Dans sa mise en scène et sa direction d'acteur, Jacques Lassalle fait très bien sentir ce mélange au cœur de l'écriture de Goldoni, d'une comédie nouvelle à la fois plus fine et plus profonde et l'empreinte de la commedia dell'arte. Ainsi le sautillant Arlequin s'oppose à Coraline, plus posée. On entraperçoit également la composition de Jacques Sereys qui joue le vieux père un peu sénile qui se fait manœuvrer par sa nouvelle épouse. S'il s'est inspiré notamment de sa grand-mère pour construire ce personnage, la posture physique de son Ottavio fait écho à celle que l'on a l'habitude d'attribuer au personnage de la commedia dell'arte, Pantalone : le torse creux, et les épaules en avant, les jambes fléchies.
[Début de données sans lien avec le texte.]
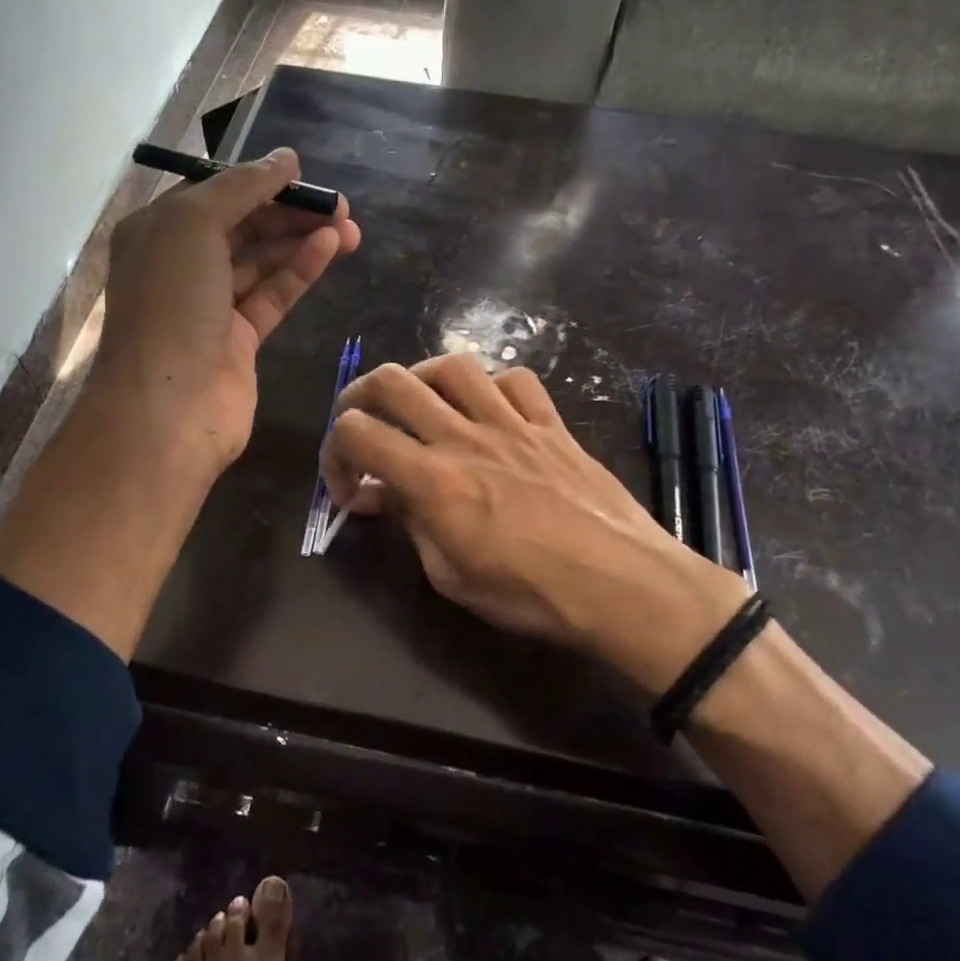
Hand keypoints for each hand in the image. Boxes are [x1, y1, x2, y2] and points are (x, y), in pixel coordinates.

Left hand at [93, 148, 360, 478]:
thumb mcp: (194, 224)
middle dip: (288, 212)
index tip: (302, 174)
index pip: (212, 194)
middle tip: (339, 204)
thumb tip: (286, 160)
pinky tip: (331, 248)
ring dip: (302, 239)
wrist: (168, 407)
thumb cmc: (170, 305)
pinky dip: (300, 271)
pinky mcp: (239, 340)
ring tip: (349, 226)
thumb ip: (242, 187)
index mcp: (156, 232)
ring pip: (262, 261)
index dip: (257, 181)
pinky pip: (273, 295)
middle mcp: (180, 266)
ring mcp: (210, 306)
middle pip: (242, 226)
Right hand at [322, 355, 748, 690]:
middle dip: (358, 398)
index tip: (347, 489)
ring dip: (420, 380)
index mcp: (434, 479)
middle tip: (361, 428)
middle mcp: (466, 436)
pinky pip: (514, 380)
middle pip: (392, 381)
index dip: (334, 454)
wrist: (625, 584)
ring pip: (451, 365)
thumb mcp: (452, 576)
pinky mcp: (550, 424)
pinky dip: (489, 386)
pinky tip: (485, 411)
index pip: (357, 432)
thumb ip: (409, 523)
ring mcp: (512, 423)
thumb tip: (373, 495)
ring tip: (418, 408)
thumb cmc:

Enfin nous retrouvons l'actrice Catherine Hiegel, qui a contribué pendant 40 ans au rayonnement de la troupe de la Comédie-Française. Sa très forte personnalité, associée à une présence scénique puissante et à une voie grave très particulière, ne l'a jamais empêchée de se glisser dans des rôles très différents, tant dans le répertoire classique que contemporain.

Anne-Laetitia Garcia

Transcription

Présentateur
Le théâtre maintenant. Début d’année superbe à la Comédie-Française avec La Serva amorosa. C’est une pièce de Goldoni. Goldoni est un auteur vénitien dont on va fêter le bicentenaire en 93, justement. Parfois un peu méprisé en France, on redécouvre aujourd’hui toute la modernité de Goldoni. Vincent Gerhards, Jean-François Chevais, trois heures de bonheur à la Comédie-Française, difficile à résumer.
Journaliste
La blonde Catherine Hiegel n’a rien d’une fille du sud, pourtant elle a joué tout Goldoni au Français. Normal qu’elle soit Coraline, La servante aimante, une pièce majeure de Goldoni jamais jouée dans la langue de Molière. Coraline a suivi par compassion son jeune maître Florindo.
Catherine Hiegel
…de ma poudre magique. Que surgisse [inaudible] voilà.
Journaliste
Chassé de chez lui par sa garce de belle-mère qui guigne l’héritage.
Comédien 1
Mon père peut-être me l’a procuré.
Journaliste
Sûrement pas. Le pauvre Ottavio ne décide plus de rien et se fait manœuvrer comme un gamin.
Comédien 2
[… nous deux, vous et moi]
Comédienne 3
Quel jeu ?
Comédien 2
A vive l’amour.
Comédienne 3
A deux, c’est impossible.
Comédien 2
Je veux jouer à vive l’amour ! A vive l’amour !
Journaliste
Et pour ce rôle, Jacques Sereys a trouvé l’inspiration dans son enfance.
Jacques Sereys
Je me suis inspiré beaucoup de gens âgés, ma grand-mère par exemple. Elle m’emmenait chez l’inspecteur des impôts pour essayer d’obtenir un dégrèvement et alors, enfin, elle m’emmenait. Et ça... voilà, des choses comme ça ! C’était quelqu’un un peu petit peu comme Ottavio.
Journaliste
Goldoni est un auteur révolutionnaire. Fini la femme confinée dans les rôles de soubrette comme chez Molière, il leur donne une véritable existence, à preuve Coraline et son combat pour la justice. Elle ne devra qu’à elle seule de tirer d’embarras Florindo.
Catherine Hiegel
Je suis une honnête femme. Je ne permettrais pas qu’ainsi à la sauvette …
Comédienne 4
Plus un mot Coraline ! Ne me faites pas rougir davantage. Votre servante.
Comédien 5
Où allez-vous ?
Catherine Hiegel
Restez !
Journaliste
Vous diriez que Goldoni était un féministe avant l’heure ?
Catherine Hiegel
Ah oui, mais je n’ose plus dire ce mot-là parce que ça paraît cochon, obscène. Tout le monde, dès qu’on parle de féminisme, les gens vous disent : « Ça va pas, mais c’est réglé tout va très bien. – Mais le tchador ? – Mais non ça va très bien, etc. » Bon, oui, alors féministe oui, ça certainement. Il aimait les femmes.
Journaliste
Goldoni, non content d’aimer les femmes, aime les mots jusqu’à la gourmandise.
Comédien 4
Ils m’ont envoyé chercher un croquevif.
Comédien 5
Qu’est-ce que c’est ce croquevif ?
Comédien 4
C’est le contraire d’un croquemort.
Comédien 5
Ben, je ne comprends pas.
Comédien 4
Le croquemort il vient croquer le mort quand il est mort, et ben, celui-là, il vient le croquer quand il encore vivant.
Comédien 5
Qui est-ce ?
Comédien 4
Le notaire.
Journaliste
La servante aimante, 3 heures de bonheur entre force et gravité, réglé par Jacques Lassalle et rythmé par le changement de décor magique de Rudy Sabounghi. L'Italien Goldoni ne pouvait rêvait plus beau cadeau pour ce début de bicentenaire.